(DATA SHOWN):

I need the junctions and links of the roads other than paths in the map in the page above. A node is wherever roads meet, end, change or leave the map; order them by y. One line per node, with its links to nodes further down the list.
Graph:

==

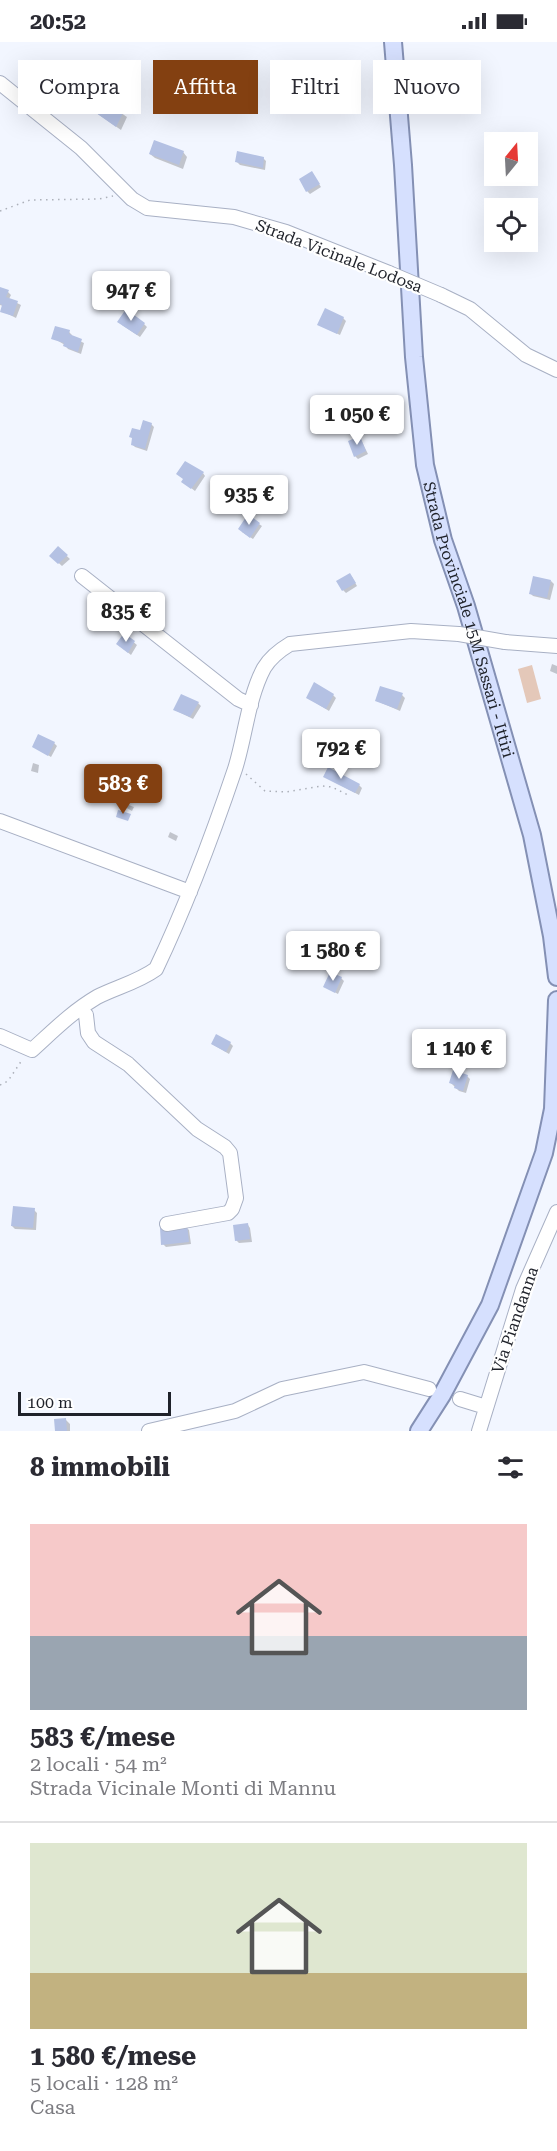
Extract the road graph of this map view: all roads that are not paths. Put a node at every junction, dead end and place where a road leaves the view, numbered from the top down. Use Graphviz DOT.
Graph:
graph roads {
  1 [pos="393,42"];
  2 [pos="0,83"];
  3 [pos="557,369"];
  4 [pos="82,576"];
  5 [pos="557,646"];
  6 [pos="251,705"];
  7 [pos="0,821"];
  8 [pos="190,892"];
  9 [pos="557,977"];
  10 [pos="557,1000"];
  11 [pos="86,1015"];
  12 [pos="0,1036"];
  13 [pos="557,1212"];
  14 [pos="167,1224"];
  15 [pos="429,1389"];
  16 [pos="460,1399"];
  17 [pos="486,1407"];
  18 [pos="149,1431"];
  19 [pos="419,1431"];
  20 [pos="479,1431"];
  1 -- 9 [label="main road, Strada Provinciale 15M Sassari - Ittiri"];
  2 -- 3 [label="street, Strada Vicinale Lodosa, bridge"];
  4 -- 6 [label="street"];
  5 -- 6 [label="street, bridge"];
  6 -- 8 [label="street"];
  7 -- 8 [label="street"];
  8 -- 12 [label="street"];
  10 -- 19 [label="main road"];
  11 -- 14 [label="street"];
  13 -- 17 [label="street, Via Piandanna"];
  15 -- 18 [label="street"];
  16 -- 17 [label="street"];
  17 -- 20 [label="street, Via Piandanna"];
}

* * *

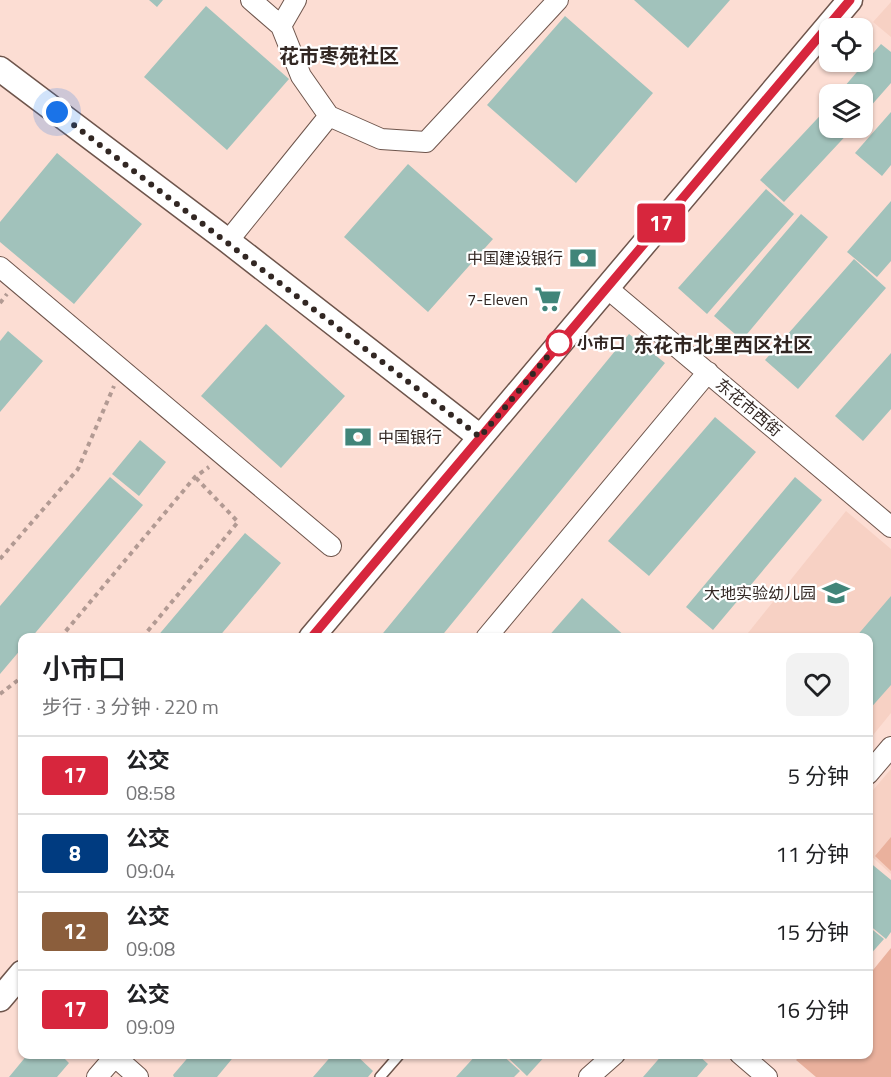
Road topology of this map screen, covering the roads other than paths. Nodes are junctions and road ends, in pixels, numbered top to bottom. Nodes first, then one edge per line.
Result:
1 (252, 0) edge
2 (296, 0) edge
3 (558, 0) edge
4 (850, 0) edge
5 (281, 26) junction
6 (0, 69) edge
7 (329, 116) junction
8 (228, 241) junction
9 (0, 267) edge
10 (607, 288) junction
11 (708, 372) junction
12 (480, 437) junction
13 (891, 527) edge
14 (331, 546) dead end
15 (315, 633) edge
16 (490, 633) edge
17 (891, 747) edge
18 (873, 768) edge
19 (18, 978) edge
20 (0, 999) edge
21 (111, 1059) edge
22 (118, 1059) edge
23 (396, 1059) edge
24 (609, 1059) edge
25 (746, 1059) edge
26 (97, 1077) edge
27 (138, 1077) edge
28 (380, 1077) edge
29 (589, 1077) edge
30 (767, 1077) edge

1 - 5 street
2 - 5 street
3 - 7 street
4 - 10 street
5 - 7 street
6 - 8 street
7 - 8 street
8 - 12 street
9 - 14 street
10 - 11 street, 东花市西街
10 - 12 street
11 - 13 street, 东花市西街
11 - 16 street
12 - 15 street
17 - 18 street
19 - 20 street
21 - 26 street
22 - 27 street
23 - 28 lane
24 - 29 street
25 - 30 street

(INSTRUCTIONS TO FOLLOW):
Say how many lines of the material contain the word "this". Add nothing to the number.

(OUTPUT BELOW):
2